With little education and few job opportunities, Wenzira drifted into marriage and motherhood at 17. After a few years, her marriage fell apart. Tears returned to her grandmother’s home, daughters in tow. Again, she needed a job to help support her family and soon found one as a hairdresser. Then, Population Services International (PSI), with funding from USAID, trained Wenzira to promote and sell female condoms. The effort to promote female condoms is part of USAID’s “ABC” broad approach to HIV prevention and control: abstinence, being faithful, and correct and consistent condom use.
“A field officer visited our salon and introduced the care female condom and its role in HIV prevention,” Wenzira said. “She demonstrated how it is used and coached us on how to teach our clients on correct use of the condom as well as negotiating for its use with their partners. She sold some condoms to us for resale to our clients, and when I realized some profit from the sales, I became interested.”
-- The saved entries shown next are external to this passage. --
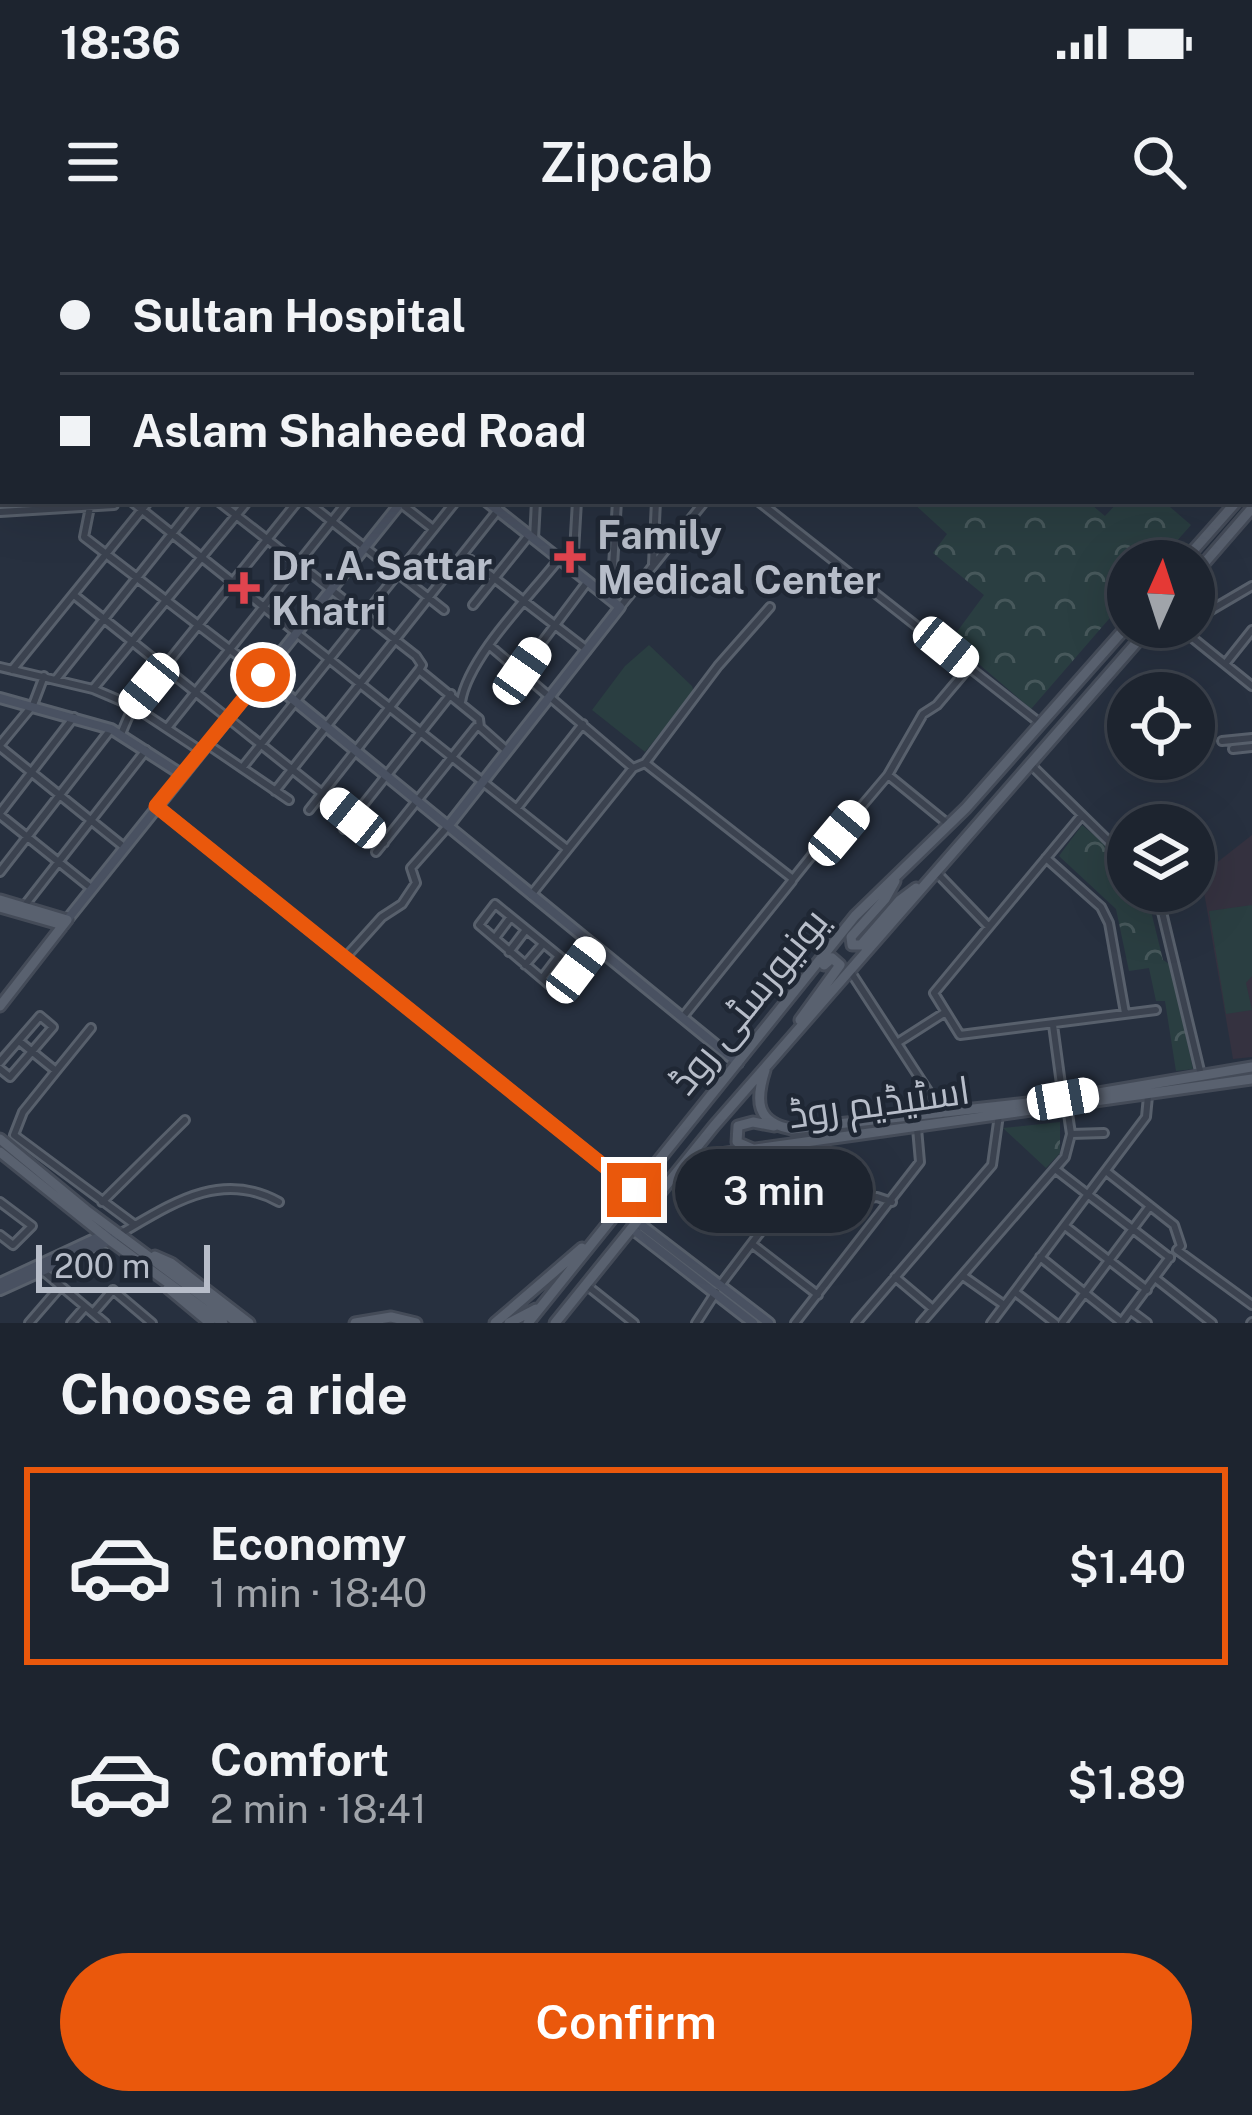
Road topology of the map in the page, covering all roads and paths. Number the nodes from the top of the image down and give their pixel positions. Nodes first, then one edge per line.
1 (135, 504) edge
2 (146, 504) edge
3 (196, 504) edge
4 (222, 504) edge
5 (245, 504) edge
6 (299, 504) edge
7 (306, 504) edge
8 (346, 504) edge
9 (399, 504) edge
10 (402, 504) edge
11 (454, 504) edge
12 (536, 504) edge
13 (577, 504) edge
14 (617, 504) edge
15 (656, 504) edge
16 (695, 504) edge
17 (703, 504) edge
18 (762, 504) edge
19 (1229, 504) edge
20 (114, 505) dead end
21 (498, 506) edge
22 (90, 507) junction
23 (1252, 508) edge
24 (142, 510) junction
25 (0, 512) edge
26 (695, 514) junction
27 (236, 515) junction
28 (332, 521) junction
29 (434, 530) junction
30 (171, 534) junction
31 (532, 537) junction
32 (267, 540) junction
33 (1201, 540) edge
34 (366, 548) junction
35 (1215, 551) edge
36 (463, 554) junction
37 (106, 555) junction
38 (200, 558) junction
39 (560, 559) junction
40 (298, 564) junction
41 (652, 567) junction
42 (573, 569) junction
43 (398, 574) junction
44 (136, 577) junction
45 (494, 578) junction
46 (588, 581) junction
47 (233, 583) junction
48 (1252, 586) edge
49 (331, 591) junction
50 (74, 595) junction
51 (428, 598) junction
52 (610, 599) junction
53 (166, 600) junction
54 (525, 602) junction
55 (473, 605) dead end
56 (264, 607) junction
57 (620, 607) junction
58 (770, 607) dead end
59 (1215, 608) edge
60 (443, 610) dead end
61 (364, 616) junction
62 (103, 618) junction
63 (555, 624) junction
64 (198, 625) junction
65 (1252, 630) edge
66 (297, 632) junction
67 (395, 640) junction
68 (133, 641) junction
69 (490, 646) junction
70 (1108, 648) edge
71 (1132, 648) edge
72 (1206, 648) edge
73 (230, 650) junction
74 (587, 650) junction
75 (330, 658) junction
76 (1225, 664) junction
77 (165, 666) junction
78 (0, 667) edge
79 (970, 667) junction
80 (13, 670) junction
81 (419, 670) junction
82 (522, 671) junction
83 (263, 675) junction
84 (44, 676) junction
85 (57, 678) junction
86 (361, 683) junction
87 (1252, 686) edge
88 (93, 689) junction
89 (507, 689) dead end
90 (196, 692) junction
91 (451, 694) junction
92 (552, 695) junction
93 (0, 698) edge
94 (296, 701) junction
95 (461, 702) junction
96 (33, 705) junction
97 (133, 706) junction
98 (391, 707) junction
99 (74, 717) junction
100 (229, 718) junction
101 (583, 724) junction
102 (1041, 724) junction
103 (327, 725) junction
104 (480, 727) junction
105 (167, 728) junction
106 (111, 729) junction
107 (421, 732) junction
108 (122, 734) junction
109 (1222, 741) dead end
110 (1252, 742) edge
111 (261, 744) junction
112 (0, 746) edge
113 (204, 748) junction
114 (1233, 749) dead end
115 (146, 750) junction
116 (356, 750) junction
117 (507, 751) junction
118 (452, 756) junction
119 (645, 763) junction
120 (1030, 764) junction
121 (242, 768) junction
122 (633, 768) junction
123 (292, 769) junction
124 (32, 773) junction
125 (181, 774) junction
126 (387, 775) junction
127 (888, 775) junction
128 (483, 781) junction
129 (275, 791) junction
130 (322, 793) junction
131 (62, 797) junction
132 (417, 799) junction
133 (289, 800) dead end
134 (156, 806) junction
135 (517, 808) junction
136 (309, 810) dead end
137 (0, 814) edge
138 (1082, 815) junction
139 (353, 818) junction
140 (92, 821) junction
141 (948, 824) junction
142 (449, 825) junction
143 (344, 830) dead end
144 (28, 838) junction
145 (1107, 839) edge
146 (384, 843) junction
147 (124, 847) junction
148 (567, 849) junction
149 (376, 852) dead end
150 (1046, 859) junction
151 (58, 862) junction
152 (903, 868) junction
153 (0, 872) edge
154 (932, 874) junction
155 (793, 879) junction
156 (92, 888) junction
157 (530, 896) junction
158 (0, 904) edge
159 (21, 910) junction
160 (1164, 912) edge
161 (510, 918) junction
162 (65, 922) junction
163 (988, 927) junction
164 (526, 931) junction
165 (495, 938) junction
166 (543, 944) junction
167 (594, 947) junction
168 (509, 952) junction
169 (559, 956) junction
170 (345, 958) junction
171 (525, 965) junction
172 (576, 970) junction
173 (850, 971) junction
174 (542, 979) junction
175 (795, 991) junction
176 (0, 1006) edge
177 (1156, 1010) dead end
178 (946, 1012) junction
179 (1125, 1014) junction
180 (682, 1018) junction
181 (1053, 1025) junction
182 (91, 1028) dead end
183 (792, 1035) junction
184 (19, 1041) junction
185 (897, 1043) junction
186 (32, 1052) junction
187 (738, 1063) junction
188 (0, 1065) edge
189 (766, 1065) junction
190 (1252, 1067) edge
191 (56, 1071) junction
192 (1201, 1075) junction
193 (1252, 1079) edge
194 (1148, 1096) junction
195 (1065, 1103) junction
196 (943, 1114) junction
197 (999, 1115) junction
198 (185, 1120) dead end
199 (917, 1122) junction
200 (776, 1126) junction
201 (1104, 1132) dead end
202 (1071, 1134) junction
203 (1, 1144) edge
204 (758, 1150) junction
205 (729, 1153) junction
206 (1055, 1169) junction
207 (1107, 1172) junction
208 (665, 1186) junction
209 (634, 1190) junction
210 (1090, 1194) junction
211 (0, 1202) edge
212 (102, 1202) junction
213 (279, 1202) dead end
214 (892, 1202) junction
215 (1150, 1206) junction
216 (777, 1210) junction
217 (633, 1224) junction
218 (135, 1225) junction
219 (1065, 1226) junction
220 (1133, 1229) junction
221 (0, 1235) edge
222 (112, 1236) junction
223 (595, 1239) junction
224 (752, 1244) junction
225 (1177, 1250) junction
226 (136, 1251) junction
227 (1040, 1257) junction
228 (1170, 1258) junction
229 (1109, 1261) junction
230 (44, 1272) junction
231 (962, 1276) junction
232 (895, 1277) junction
233 (1155, 1279) junction
234 (585, 1284) junction
235 (61, 1286) junction
236 (0, 1287) edge
237 (718, 1288) junction
238 (1147, 1289) junction
239 (1014, 1292) junction
240 (1086, 1294) junction
241 (818, 1295) junction
242 (1004, 1305) junction
243 (1252, 1305) edge
244 (540, 1307) junction
245 (933, 1309) junction
246 (89, 1310) junction
247 (1131, 1310) junction
248 (562, 1321) edge
249 (924, 1322) edge
250 (28, 1323) edge
251 (71, 1323) edge
252 (105, 1323) edge
253 (152, 1323) edge
254 (210, 1323) edge
255 (223, 1323) edge
256 (238, 1323) edge
257 (249, 1323) edge
258 (355, 1323) edge
259 (416, 1323) edge
260 (495, 1323) edge
261 (509, 1323) edge
262 (528, 1323) edge
263 (634, 1323) edge
264 (696, 1323) edge
265 (752, 1323) edge
266 (769, 1323) edge
267 (795, 1323) edge
268 (856, 1323) edge
269 (991, 1323) edge
270 (1059, 1323) edge
271 (1121, 1323) edge
272 (1147, 1323) edge
273 (1212, 1323) edge

1 - 24 street
2 - 24 street
3 - 30 street
4 - 27 street
5 - 27 street
6 - 32 street
7 - 28 street
8 - 28 street
9 - 34 street
10 - 29 street
11 - 29 street
12 - 31 street
13 - 42 street
14 - 52 street
15 - 41 street
16 - 26 street
17 - 26 street
18 - 79 street
19 - 33 main road
20 - 22 street
21 - 31 street
21 - 36 street
22 - 25 street
22 - 37 street
23 - 35 main road
24 - 30 street
24 - 37 street
26 - 41 street
27 - 32 street
27 - 38 street
28 - 34 street
28 - 40 street
29 - 43 street
30 - 38 street
30 - 44 street
31 - 39 street
31 - 45 street
32 - 40 street
32 - 47 street
34 - 43 street
34 - 49 street
36 - 45 street
36 - 51 street
37 - 44 street
37 - 50 street
38 - 47 street
38 - 53 street
39 - 42 street
39 - 54 street
40 - 49 street
40 - 56 street
41 - 57 street
42 - 46 street
43 - 51 street
43 - 61 street
44 - 53 street
44 - 62 street
45 - 54 street
45 - 55 street
46 - 52 street
46 - 63 street
47 - 56 street
47 - 64 street
48 - 59 street
49 - 61 street
49 - 66 street
50 - 62 street
50 - 80 street
51 - 60 street
51 - 67 street
52 - 57 street
53 - 64 street
53 - 68 street
54 - 63 street
54 - 69 street
56 - 66 street
56 - 73 street
57 - 74 street
58 - 119 street
61 - 67 street
61 - 75 street
62 - 68 street
62 - 85 street
63 - 74 street
63 - 82 street
64 - 73 street
64 - 77 street
65 - 76 street
66 - 75 street
66 - 83 street
67 - 81 street
67 - 86 street
68 - 77 street
68 - 88 street
69 - 82 street
69 - 95 street
70 - 102 main road, یونیورسٹی روڈ
71 - 120 main road, یونیورسٹی روڈ
72 - 76 street
73 - 83 street
73 - 90 street
74 - 92 street
75 - 86 street
75 - 94 street
76 - 87 street
77 - 90 street
77 - 97 street
78 - 80 street
79 - 102 street
79 - 127 street
80 - 84 street
81 - 91 street
81 - 98 street
82 - 89 street
82 - 92 street
83 - 94 street
83 - 100 street
84 - 85 street
84 - 96 street
85 - 88 street
86 - 98 street
86 - 103 street
88 - 97 street
90 - 100 street
90 - 105 street
91 - 95 street
91 - 107 street
92 - 101 street
92 - 117 street
93 - 96 street
94 - 103 street
94 - 111 street
95 - 104 street
96 - 99 street
96 - 112 street
97 - 105 street
97 - 108 street
98 - 107 street
98 - 116 street
99 - 106 street
99 - 124 street
100 - 111 street
100 - 113 street
101 - 122 street
101 - 135 street
102 - 141 main road, یونیورسٹی روڈ
103 - 116 street
103 - 123 street
104 - 117 street
104 - 118 street
105 - 113 street
106 - 108 street
106 - 131 street
107 - 118 street
107 - 126 street
108 - 115 street
109 - 110 street
110 - 114 street
111 - 121 street
111 - 123 street
112 - 124 street
113 - 121 street
113 - 125 street
115 - 125 street
115 - 140 street
116 - 126 street
116 - 130 street
117 - 128 street
118 - 128 street
118 - 132 street
119 - 122 street
119 - 155 street
120 - 138 street
120 - 154 main road, یونیورسٹی روڈ
121 - 129 street
122 - 148 street
123 - 129 street
123 - 130 street
124 - 131 street
124 - 137 street
125 - 134 street
126 - 132 street
126 - 139 street
127 - 141 street
127 - 155 street
128 - 135 street
128 - 142 street
129 - 133 street
130 - 136 street
130 - 139 street
131 - 140 street
131 - 144 street
132 - 142 street
132 - 146 street
134 - 147 street
134 - 170 street
135 - 148 street
137 - 144 street
138 - 145 street
138 - 150 street
139 - 143 street
139 - 146 street
140 - 147 street
140 - 151 street
141 - 152 main road, یونیورسٹی روڈ
142 - 157 street
142 - 170 street
144 - 151 street
144 - 153 street
146 - 149 street
147 - 156 street
148 - 157 street
150 - 163 street
150 - 179 street
151 - 156 street
151 - 159 street
152 - 154 main road
152 - 175 main road, یونیورسٹی روڈ
154 - 163 street
154 - 173 main road, یونیورسٹی روڈ
155 - 180 street
156 - 162 street
157 - 167 street
158 - 159 main road
159 - 162 main road
160 - 192 street
161 - 164 street
161 - 165 street
161 - 165 street
162 - 176 main road
163 - 178 street
164 - 166 street
164 - 168 street
165 - 168 street
166 - 169 street
166 - 171 street
167 - 172 street
167 - 180 street
168 - 171 street
169 - 172 street
169 - 174 street
170 - 209 street
171 - 174 street
172 - 174 street
173 - 183 main road, یونیورسٹی روڈ
173 - 185 street
175 - 183 main road
175 - 187 main road, یونیورسٹی روڈ
177 - 179 street
178 - 181 street
178 - 185 street
179 - 181 street
180 - 187 street
181 - 195 street
182 - 191 street
183 - 189 main road, یونیورسٹی روڈ
184 - 186 street
184 - 186 street
184 - 188 street
185 - 196 street
186 - 188 street
186 - 191 street
187 - 209 main road, یونیورسٹی روڈ
189 - 200 main road, اسٹیڈیم روڈ
189 - 208 main road, یونیورسٹی روڈ
190 - 192 main road, اسٹیڈیم روڈ
191 - 212 street
192 - 195 main road, اسٹیڈیم روڈ
193 - 194 main road, اسٹیڈیم روڈ
194 - 195 main road, اسٹیڈیم روڈ
194 - 207 street
195 - 196 main road, اسٹیڈیم روڈ
195 - 197 main road, اسٹیڈیم روڈ
195 - 202 street
196 - 199 main road, اسٹیڈیم روڈ
197 - 199 main road, اسٹیڈیم روڈ
197 - 232 street
198 - 212 street
199 - 200 main road, اسٹیڈیم روڈ
199 - 204 main road, اسٹیڈیم روڈ
199 - 214 street
200 - 204 main road
201 - 202 street
202 - 206 street
203 - 222 main road
204 - 205 main road, اسٹیڈیم روڈ
205 - 208 main road, اسٹیڈیم روڈ
205 - 216 street
206 - 210 street
206 - 231 street
207 - 210 street
207 - 215 street
208 - 217 main road, یونیورسٹی روڈ
209 - 223 main road, یونیورسٹی روڈ
210 - 219 street
210 - 220 street
211 - 221 street
212 - 218 street
213 - 218 street
214 - 216 street
214 - 241 street
215 - 220 street
215 - 225 street
216 - 224 street
217 - 234 main road, یونیورسٹی روڈ
217 - 237 street
218 - 222 street
219 - 227 street
219 - 229 street
220 - 228 street
220 - 229 street
222 - 226 main road
222 - 230 street
222 - 236 street
223 - 244 main road, یونیورسٹی روڈ
223 - 260 main road
224 - 237 street
224 - 241 street
225 - 228 street
225 - 243 street
226 - 254 main road
226 - 255 main road
226 - 256 main road
226 - 257 main road
227 - 239 street
227 - 240 street
228 - 233 street
229 - 238 street
229 - 240 street
230 - 235 street
230 - 236 street
231 - 242 street
231 - 245 street
232 - 245 street
232 - 268 street
233 - 238 street
233 - 273 street
234 - 248 main road, یونیورسٹی روڈ
234 - 263 street
235 - 246 street
235 - 250 street
237 - 264 street
237 - 265 street
237 - 266 street
238 - 247 street
239 - 242 street
239 - 270 street
240 - 270 street
240 - 271 street
241 - 267 street
242 - 269 street
244 - 261 main road
244 - 262 main road, یونیورسٹی روڈ
245 - 249 street
246 - 251 street
246 - 252 street
246 - 253 street
247 - 271 street
247 - 272 street
258 - 259 main road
Although 21 percent of Zimbabwean women—compared with 14 percent of men—are HIV-positive, cultural and gender dynamics often prevent women from purchasing or using condoms. According to research, hair salons can help break through these cultural barriers. A majority of women in Zimbabwe visit a hair salon at least once a week and spend about 45 minutes to an hour each visit. Hair dressers trained through this program can often discuss how to use a condom and let clients touch and feel the product.
Wenzira is one of more than 2,000 hair dressers in Zimbabwe who work on the care HIV prevention program, co-funded by USAID and the U.K. Department for International Development. She sells 100 female condoms per month and makes enough to buy basics like bread and milk for her family.
“Despite my incomplete secondary education, I can confidently speak about the care female condom to women and men, some of whom are professionals.”